__WHAT THIS TASK INVOLVES__. Show the lines of the material that contain the word "PARC".

....................

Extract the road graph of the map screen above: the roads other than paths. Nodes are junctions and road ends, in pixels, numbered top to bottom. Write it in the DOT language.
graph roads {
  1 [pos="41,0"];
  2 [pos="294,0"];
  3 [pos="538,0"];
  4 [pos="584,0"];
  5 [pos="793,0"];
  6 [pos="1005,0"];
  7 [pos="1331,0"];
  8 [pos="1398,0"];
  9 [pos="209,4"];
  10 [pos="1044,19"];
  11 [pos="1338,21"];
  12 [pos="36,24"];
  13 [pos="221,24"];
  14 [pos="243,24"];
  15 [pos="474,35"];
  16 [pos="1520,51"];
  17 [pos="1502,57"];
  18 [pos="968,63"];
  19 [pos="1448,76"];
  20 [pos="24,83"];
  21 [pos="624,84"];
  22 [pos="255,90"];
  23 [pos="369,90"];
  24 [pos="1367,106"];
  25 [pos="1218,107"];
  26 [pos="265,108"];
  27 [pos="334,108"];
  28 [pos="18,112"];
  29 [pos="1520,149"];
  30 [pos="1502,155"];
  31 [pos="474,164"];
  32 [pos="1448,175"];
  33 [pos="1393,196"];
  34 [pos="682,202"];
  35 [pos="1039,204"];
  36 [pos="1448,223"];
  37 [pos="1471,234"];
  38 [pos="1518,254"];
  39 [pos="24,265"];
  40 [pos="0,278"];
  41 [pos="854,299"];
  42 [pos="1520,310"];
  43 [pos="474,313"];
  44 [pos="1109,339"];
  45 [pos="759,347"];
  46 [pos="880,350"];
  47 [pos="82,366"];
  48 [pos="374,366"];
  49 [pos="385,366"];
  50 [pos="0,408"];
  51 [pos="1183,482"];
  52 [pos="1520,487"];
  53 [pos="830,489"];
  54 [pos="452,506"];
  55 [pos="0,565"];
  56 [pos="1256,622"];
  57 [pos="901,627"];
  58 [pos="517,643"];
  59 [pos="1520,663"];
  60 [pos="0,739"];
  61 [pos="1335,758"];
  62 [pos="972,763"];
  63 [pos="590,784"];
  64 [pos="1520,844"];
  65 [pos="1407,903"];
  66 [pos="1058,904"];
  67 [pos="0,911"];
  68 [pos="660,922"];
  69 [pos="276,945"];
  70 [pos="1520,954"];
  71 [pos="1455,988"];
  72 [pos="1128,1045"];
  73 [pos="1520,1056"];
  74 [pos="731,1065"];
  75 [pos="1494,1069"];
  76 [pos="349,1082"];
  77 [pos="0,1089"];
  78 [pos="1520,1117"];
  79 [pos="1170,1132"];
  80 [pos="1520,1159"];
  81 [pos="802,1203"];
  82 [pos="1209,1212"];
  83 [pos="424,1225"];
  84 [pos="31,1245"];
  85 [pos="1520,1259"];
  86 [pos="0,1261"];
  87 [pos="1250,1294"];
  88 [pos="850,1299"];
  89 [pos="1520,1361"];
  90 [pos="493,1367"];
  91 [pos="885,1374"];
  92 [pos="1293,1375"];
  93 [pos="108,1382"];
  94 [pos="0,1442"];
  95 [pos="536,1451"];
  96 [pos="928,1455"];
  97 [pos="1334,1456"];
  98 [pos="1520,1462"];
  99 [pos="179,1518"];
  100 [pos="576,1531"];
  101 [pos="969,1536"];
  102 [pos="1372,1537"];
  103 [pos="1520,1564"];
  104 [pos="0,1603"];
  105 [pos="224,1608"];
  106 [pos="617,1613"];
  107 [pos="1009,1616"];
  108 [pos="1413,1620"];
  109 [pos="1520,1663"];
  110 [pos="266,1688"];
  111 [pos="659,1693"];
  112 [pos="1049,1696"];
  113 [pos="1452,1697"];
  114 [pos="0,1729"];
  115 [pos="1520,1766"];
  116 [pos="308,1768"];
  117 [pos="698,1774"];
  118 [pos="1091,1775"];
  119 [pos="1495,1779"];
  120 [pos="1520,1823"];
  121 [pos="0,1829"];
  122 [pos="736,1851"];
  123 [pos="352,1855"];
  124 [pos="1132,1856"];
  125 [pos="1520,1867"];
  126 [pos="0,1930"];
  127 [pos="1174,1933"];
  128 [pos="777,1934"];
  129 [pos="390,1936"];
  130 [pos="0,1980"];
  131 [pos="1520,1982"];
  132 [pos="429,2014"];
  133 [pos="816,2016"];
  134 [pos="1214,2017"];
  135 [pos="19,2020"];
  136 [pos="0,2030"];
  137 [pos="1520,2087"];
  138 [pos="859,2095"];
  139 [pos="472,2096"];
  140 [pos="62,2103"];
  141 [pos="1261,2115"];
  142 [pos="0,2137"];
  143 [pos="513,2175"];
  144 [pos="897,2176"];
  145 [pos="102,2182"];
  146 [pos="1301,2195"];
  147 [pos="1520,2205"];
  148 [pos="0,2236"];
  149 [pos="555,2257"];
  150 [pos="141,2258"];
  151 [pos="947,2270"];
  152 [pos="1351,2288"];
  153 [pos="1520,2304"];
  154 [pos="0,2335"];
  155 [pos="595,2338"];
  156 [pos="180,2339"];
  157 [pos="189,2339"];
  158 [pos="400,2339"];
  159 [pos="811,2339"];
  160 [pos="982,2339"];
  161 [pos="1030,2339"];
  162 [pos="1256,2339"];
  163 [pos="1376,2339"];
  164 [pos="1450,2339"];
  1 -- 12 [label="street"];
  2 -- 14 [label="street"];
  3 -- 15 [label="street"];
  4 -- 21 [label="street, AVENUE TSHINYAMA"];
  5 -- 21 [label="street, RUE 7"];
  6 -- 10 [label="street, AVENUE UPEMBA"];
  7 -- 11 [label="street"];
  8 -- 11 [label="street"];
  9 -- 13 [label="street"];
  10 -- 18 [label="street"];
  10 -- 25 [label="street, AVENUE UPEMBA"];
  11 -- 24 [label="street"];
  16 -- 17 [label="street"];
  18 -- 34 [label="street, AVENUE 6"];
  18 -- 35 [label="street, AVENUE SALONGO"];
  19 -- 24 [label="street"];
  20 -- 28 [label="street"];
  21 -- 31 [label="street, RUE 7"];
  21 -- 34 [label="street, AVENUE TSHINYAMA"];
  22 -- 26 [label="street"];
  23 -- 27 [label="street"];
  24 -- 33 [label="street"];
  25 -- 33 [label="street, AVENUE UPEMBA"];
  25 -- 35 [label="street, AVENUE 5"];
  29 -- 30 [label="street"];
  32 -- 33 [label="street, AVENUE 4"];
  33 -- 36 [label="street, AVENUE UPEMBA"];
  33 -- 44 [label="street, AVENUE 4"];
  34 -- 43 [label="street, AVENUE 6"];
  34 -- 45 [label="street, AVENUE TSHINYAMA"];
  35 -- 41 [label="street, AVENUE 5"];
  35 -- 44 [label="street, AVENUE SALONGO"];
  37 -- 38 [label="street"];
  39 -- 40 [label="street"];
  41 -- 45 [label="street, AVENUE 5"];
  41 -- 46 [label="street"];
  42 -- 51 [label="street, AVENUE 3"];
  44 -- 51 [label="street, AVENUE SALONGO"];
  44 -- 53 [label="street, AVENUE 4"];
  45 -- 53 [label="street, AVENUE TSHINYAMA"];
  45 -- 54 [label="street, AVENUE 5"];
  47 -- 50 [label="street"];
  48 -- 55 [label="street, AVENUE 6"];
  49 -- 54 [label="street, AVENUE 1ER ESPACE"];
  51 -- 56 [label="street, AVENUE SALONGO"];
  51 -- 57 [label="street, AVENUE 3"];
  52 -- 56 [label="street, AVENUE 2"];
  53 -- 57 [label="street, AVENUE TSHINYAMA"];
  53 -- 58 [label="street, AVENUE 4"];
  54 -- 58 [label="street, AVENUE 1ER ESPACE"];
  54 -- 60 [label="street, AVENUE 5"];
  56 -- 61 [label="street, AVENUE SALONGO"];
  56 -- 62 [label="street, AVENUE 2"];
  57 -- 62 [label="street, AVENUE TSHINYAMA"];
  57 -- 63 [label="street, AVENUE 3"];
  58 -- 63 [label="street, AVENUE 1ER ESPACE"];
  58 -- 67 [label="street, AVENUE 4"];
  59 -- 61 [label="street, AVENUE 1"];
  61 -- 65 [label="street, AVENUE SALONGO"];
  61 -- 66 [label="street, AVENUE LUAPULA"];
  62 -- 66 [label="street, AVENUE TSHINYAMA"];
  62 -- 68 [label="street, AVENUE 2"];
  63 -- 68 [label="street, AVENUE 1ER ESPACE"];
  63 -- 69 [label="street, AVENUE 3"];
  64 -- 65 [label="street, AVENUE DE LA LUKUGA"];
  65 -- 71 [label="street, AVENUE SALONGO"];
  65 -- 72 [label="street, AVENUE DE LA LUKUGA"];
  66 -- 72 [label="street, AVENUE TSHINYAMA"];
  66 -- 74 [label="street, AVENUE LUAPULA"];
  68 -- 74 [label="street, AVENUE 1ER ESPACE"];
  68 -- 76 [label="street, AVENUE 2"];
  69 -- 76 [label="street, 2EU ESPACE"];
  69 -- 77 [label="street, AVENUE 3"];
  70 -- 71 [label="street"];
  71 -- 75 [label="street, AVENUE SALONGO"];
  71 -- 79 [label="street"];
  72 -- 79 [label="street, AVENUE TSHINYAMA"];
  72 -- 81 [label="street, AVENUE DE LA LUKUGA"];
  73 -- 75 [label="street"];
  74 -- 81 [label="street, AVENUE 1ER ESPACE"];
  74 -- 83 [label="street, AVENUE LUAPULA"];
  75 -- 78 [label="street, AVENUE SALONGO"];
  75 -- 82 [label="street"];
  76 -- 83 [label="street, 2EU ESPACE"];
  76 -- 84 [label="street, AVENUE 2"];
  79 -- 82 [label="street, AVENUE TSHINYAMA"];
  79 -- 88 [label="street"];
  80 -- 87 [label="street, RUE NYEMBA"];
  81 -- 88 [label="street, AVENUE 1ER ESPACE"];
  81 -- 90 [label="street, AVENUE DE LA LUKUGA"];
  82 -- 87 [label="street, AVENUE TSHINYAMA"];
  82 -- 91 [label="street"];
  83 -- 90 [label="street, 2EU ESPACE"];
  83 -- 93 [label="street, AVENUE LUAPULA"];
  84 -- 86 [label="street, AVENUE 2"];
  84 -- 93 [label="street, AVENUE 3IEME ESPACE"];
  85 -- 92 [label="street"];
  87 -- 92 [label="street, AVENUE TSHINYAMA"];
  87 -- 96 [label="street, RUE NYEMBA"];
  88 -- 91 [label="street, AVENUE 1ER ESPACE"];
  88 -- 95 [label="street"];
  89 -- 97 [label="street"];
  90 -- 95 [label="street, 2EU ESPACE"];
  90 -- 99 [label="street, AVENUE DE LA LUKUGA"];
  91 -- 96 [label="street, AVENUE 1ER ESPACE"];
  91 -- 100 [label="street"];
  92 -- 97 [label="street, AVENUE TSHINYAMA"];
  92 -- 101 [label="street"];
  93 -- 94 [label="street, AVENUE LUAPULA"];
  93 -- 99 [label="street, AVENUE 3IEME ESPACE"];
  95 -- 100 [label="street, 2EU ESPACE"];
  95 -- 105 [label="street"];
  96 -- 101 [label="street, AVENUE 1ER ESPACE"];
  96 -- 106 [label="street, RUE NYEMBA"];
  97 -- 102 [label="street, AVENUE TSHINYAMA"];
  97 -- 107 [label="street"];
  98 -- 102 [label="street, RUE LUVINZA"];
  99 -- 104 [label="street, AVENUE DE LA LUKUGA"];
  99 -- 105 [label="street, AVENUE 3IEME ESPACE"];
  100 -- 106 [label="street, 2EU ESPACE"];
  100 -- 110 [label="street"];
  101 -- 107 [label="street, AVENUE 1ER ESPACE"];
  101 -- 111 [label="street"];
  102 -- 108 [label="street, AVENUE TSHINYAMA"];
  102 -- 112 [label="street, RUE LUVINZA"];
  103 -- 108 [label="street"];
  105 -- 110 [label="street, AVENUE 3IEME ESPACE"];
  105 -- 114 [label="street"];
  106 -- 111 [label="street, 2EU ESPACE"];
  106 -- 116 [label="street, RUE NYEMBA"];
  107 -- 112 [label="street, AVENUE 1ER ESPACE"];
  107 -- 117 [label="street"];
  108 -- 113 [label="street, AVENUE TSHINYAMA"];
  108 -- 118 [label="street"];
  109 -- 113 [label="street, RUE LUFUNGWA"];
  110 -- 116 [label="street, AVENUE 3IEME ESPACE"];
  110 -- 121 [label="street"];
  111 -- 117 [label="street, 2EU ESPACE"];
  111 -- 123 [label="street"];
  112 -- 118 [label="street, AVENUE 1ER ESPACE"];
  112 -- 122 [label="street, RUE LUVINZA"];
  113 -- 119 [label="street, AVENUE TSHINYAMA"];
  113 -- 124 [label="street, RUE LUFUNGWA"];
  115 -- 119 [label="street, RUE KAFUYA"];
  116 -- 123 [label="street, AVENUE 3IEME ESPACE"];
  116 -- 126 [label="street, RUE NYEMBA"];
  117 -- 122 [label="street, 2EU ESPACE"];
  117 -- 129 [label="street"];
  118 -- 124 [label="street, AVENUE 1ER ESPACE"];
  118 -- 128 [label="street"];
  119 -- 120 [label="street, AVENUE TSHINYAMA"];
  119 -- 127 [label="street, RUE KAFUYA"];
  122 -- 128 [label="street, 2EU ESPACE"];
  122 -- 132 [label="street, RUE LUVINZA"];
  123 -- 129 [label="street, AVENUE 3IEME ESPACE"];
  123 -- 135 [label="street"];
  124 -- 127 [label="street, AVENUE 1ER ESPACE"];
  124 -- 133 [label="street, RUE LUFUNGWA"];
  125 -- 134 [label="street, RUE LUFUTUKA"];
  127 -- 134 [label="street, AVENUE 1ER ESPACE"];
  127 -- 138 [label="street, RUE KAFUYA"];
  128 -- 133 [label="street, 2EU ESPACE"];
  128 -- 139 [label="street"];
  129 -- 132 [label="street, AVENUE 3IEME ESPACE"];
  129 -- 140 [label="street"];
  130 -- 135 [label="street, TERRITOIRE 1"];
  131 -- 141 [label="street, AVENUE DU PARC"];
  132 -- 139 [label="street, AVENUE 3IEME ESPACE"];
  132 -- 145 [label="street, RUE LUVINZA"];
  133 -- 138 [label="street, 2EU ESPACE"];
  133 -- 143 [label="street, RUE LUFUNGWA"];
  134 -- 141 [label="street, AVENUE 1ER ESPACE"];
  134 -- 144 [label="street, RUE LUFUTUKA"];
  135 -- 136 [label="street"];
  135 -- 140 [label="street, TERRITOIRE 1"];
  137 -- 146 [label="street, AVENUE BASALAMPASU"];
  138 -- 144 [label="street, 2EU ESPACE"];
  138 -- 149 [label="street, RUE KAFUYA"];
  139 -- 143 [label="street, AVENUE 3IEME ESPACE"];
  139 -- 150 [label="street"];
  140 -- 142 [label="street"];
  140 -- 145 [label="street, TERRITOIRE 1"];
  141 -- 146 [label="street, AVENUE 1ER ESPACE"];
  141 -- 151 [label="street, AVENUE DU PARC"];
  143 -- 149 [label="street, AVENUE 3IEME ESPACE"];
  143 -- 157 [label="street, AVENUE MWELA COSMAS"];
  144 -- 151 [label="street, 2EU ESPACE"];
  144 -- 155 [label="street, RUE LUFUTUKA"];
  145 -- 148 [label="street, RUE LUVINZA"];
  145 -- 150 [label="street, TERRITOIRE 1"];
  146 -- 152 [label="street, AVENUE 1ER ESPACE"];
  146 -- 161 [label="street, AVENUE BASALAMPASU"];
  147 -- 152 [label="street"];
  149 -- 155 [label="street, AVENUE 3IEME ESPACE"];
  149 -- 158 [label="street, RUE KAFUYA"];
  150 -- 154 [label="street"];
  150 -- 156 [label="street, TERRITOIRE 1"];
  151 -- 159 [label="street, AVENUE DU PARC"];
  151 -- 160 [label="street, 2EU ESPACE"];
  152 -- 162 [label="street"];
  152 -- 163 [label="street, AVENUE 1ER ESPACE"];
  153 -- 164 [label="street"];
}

....................

__RESULT OF THIS TASK__.
  131 -- 141 [label="street, AVENUE DU PARC"];
  141 -- 151 [label="street, AVENUE DU PARC"];
  151 -- 159 [label="street, AVENUE DU PARC"];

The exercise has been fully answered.